No hablo para nada de descubrir la ciudad que ha convertido a Pessoa en una marca más de consumo, sino de algo intangible. Los libros y los escenarios del escritor, de los escritores que creó, no pueden utilizarse como guías turísticas al uso: hablan de sensaciones, de momentos de alegría, de brisas y amaneceres, muy poco de amor, pero también de agonía, melancolía, con un punto cercano a la misantropía en ciertas ocasiones, valorando algunas veces el caminar de las personas y ninguneándolas en otras, dando protagonismo al carnicero de su calle, mirando desde la ventana hacia la tienda de botellas de Oporto que sueñan que no serán nunca vendidas. Un acercamiento para encontrarse con las pequeñas cosas, las cosas sencillas que valoraba Alberto Caeiro en el poema Guardador de Rebanhos, cuyos versos pueden leerse en el paseo junto al Tajo que lleva hasta la Torre de Belem (creo que no hace falta traducción):
O Tejo desce de Espanha
E o Tejo entra no mar em Portugal.
Toda a gente sabe isso.
Mas poucos sabem qual é o rio da minha aldeia
E para onde ele vai
E donde ele vem.
E por isso, porque pertence a menos gente,
É mais livre e maior o rio da minha aldeia.
Es ni más ni menos que viajar con la filosofía de la última frase que pronunció Pessoa antes de morir: “No sé lo que traerá el mañana”.
Para recorrer Lisboa con Pessoa hay que conocerlo primero. Y eso no es fácil. Creo que también es válido, para mucha gente, el callejero superficial. Hay muchas lisboas fantásticas ahí también.
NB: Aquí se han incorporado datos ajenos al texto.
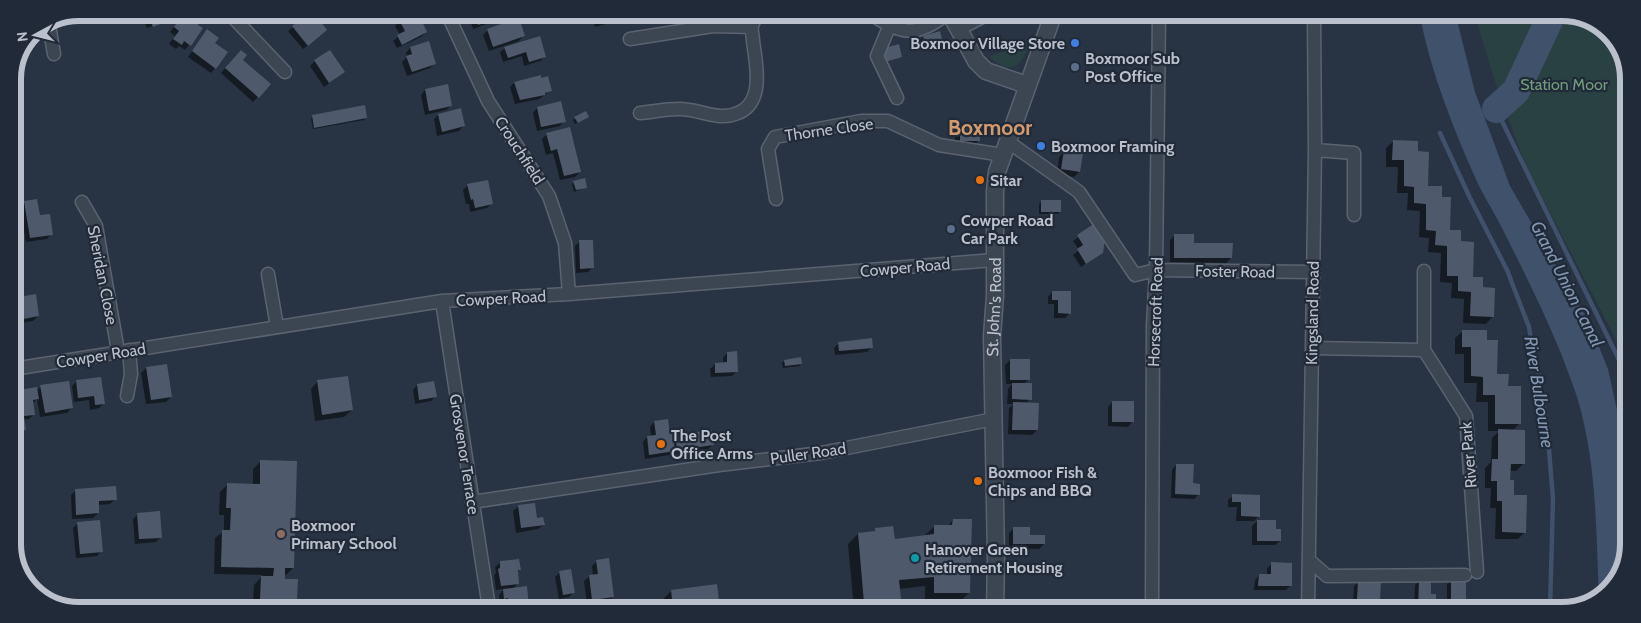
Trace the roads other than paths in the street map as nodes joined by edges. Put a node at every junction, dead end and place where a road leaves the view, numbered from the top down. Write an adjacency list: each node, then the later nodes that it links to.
1 (237, 21): 15 (street)
2 (451, 21): 29 (street, Crouchfield)
3 (754, 21): 11 (street)
4 (882, 21): 10 (street)
5 (937, 21): 10 (street)
6 (1051, 21): 16 (street, St. John's Road)
7 (1159, 21): 25 (street, Horsecroft Road)
8 (1314, 21): 20 (street, Kingsland Road)
9 (955, 22): 16 (street)
10 (889, 26): 17 (street)
11 (752, 27): 13 (street); 18 (street)
12 (50, 30): 14 (street)
13 (630, 39)
14 (54, 54)
15 (285, 72)
16 (1027, 85): 19 (street, St. John's Road)
17 (897, 98)
18 (640, 113)
19 (1005, 148): 21 (street, Thorne Close); 24 (street, St. John's Road); 25 (street, Foster Road)
20 (1316, 150): 23 (street); 27 (street, Kingsland Road)
21 (776, 199)
22 (82, 202): 33 (street, Sheridan Close)
23 (1354, 216)
24 (994, 260): 29 (street, Cowper Road); 37 (street, St. John's Road)
25 (1156, 270): 27 (street, Foster Road); 42 (street, Horsecroft Road)
26 (1424, 271): 34 (street)
27 (1313, 272): 32 (street, Kingsland Road)
28 (268, 274): 31 (street)
29 (569, 294): 30 (street, Cowper Road)
30 (442, 301): 31 (street, Cowper Road); 38 (street, Grosvenor Terrace)
31 (277, 327): 33 (street, Cowper Road)
32 (1312, 348): 34 (street); 39 (street, Kingsland Road)
33 (123, 350): 35 (street, Cowper Road); 36 (street, Sheridan Close)
34 (1424, 350): 39 (street, River Park)
35 (21, 368)
36 (127, 396)
37 (994, 419): 38 (street, Puller Road); 41 (street, St. John's Road)
38 (472, 502): 40 (street, Grosvenor Terrace)
39 (1309, 560): 43 (street, Kingsland Road)
40 (488, 602)
41 (995, 602)
42 (1152, 602)
43 (1308, 602)

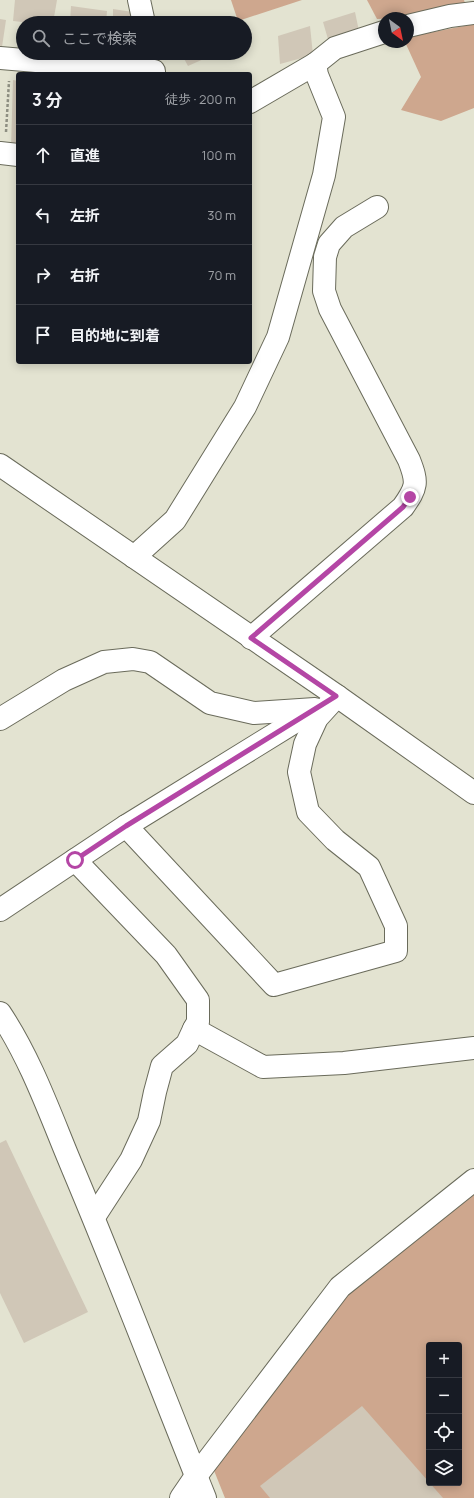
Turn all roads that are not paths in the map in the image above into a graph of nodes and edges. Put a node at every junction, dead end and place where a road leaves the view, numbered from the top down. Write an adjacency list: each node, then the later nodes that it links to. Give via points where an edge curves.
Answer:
1 (139, 0): 3 (street)
2 (474, 13): 4 (street)
3 (142, 16)
4 (414, 25)
5 (378, 34): 9 (street, via 335,48)
6 (5, 58): 7 (street)
7 (16, 59)
8 (42, 60): 10 (street)
9 (314, 64): 11 (street); 16 (street, via 334,117 324,175 278,337 245,407 175,520)
10 (153, 66)
11 (252, 101)
12 (0, 153): 13 (street)
13 (16, 155)
14 (377, 207): 17 (street, via 344,227 329,244 325,257 324,291 330,309 408,460 415,476 414,488 403,507)
15 (0, 465): 16 (street)
16 (134, 557): 17 (street)
17 (251, 638): 18 (street)
18 (336, 696): 19 (street); 21 (street); 22 (street, via 317,718 305,744 299,772 308,812 335,840 369,867 396,926 396,951 274,985)
19 (315, 709): 20 (street, via 254,713 210,703 150,662 133,659 104,662 64,680); 22 (street)
20 (0, 719)
21 (474, 793)
22 (126, 826): 23 (street)
23 (75, 860): 24 (street); 26 (street, via 166,955 180,974 198,1000 198,1022)
24 (0, 910)
25 (0, 1014): 29 (street, via 11,1029 31,1068)
26 (194, 1030): 27 (street, via 263,1067 344,1063); 29 (street, via 187,1044 162,1066 149,1121 131,1160)
27 (474, 1048)
28 (474, 1180): 30 (street, via 340,1287)
29 (94, 1217): 30 (street)
30 (196, 1476): 31 (street); 32 (street)
31 (181, 1498)
32 (205, 1498)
Eso sí, para fotografiar Lisboa como lo haces tú hay que conocerla muy bien. Nunca había visto a sus gentes como me las has enseñado hoy, y mira que he estado veces allí.
Gracias, Rafa
Manuel Bustabad
Gracias por trasladarnos de tal modo a Lisboa
.
Manuel, cierto que el callejero clásico de Lisboa da muchas opciones para disfrutar la ciudad.
Ya sabes que para mí sin gente no hay historia 😉 Gracias por tus palabras.
Un abrazo.
Muchas gracias a ti, Ana, por viajar con nosotros en Kamaleon 😉
Con este artículo he recuperado lugares, olores y sentimientos que viví en Lisboa. Gracias
Gracias a ti por viajar con nosotros, Maria Del Mar.
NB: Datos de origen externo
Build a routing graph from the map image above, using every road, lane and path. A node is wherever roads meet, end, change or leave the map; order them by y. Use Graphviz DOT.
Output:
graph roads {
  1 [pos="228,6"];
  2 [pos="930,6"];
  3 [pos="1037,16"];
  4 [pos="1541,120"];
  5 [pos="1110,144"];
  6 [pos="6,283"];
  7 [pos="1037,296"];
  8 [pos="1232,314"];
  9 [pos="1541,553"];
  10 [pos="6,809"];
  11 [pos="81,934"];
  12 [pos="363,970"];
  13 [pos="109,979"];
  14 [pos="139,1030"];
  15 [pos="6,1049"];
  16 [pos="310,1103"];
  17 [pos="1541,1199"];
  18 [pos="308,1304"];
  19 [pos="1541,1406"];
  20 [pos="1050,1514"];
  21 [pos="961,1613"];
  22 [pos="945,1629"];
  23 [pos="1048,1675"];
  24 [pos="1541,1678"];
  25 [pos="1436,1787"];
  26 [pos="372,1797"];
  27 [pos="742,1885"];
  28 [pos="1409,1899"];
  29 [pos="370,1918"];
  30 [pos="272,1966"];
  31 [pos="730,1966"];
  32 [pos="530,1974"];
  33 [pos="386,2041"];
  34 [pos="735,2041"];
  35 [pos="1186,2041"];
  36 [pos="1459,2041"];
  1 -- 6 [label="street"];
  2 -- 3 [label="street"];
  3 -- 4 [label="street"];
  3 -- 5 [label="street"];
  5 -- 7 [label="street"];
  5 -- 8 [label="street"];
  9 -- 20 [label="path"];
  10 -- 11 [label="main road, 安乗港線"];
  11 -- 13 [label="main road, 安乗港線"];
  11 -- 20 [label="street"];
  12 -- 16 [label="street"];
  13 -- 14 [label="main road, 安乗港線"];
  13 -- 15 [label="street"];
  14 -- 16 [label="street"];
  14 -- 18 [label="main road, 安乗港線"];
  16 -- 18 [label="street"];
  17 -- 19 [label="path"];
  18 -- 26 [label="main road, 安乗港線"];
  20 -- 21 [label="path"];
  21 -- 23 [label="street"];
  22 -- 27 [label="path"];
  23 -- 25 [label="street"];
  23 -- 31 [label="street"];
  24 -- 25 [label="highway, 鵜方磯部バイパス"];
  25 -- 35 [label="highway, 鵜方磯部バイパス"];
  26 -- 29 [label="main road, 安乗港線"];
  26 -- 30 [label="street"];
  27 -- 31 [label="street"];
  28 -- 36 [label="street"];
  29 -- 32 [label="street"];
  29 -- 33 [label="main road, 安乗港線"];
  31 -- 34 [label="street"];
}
Muy buen articulo sobre Pessoa y también sobre Lisboa.
Acabo de descubrir esta web y tus textos Rafa, auténtica literatura de viajes. Gracias
Muchas gracias, Pepe. Bienvenido a Kamaleon.
Que gran post Rafa!
Yo viajo a Lisboa en unos días para pasar un fin de semana por esta fabulosa ciudad. Va a ser la primera vez que vaya pero según nos muestras en tus fotografías y en tus relatos, parece que ya he estado allí, que manera tan peculiar de pasear por Lisboa, te felicito.
He decidido apuntarme a este free tour en español con los chicos de “WhiteUmbrella” como primera toma de contacto, ¿Crees que será buena idea de conocer un poco más la ciudad y algunas de sus historias?
Muchas gracias por compartir tu manera de viajar conmigo.
Saludos Rafa!
Muchas gracias, Jaime. Disfruta Lisboa, es una ciudad genial.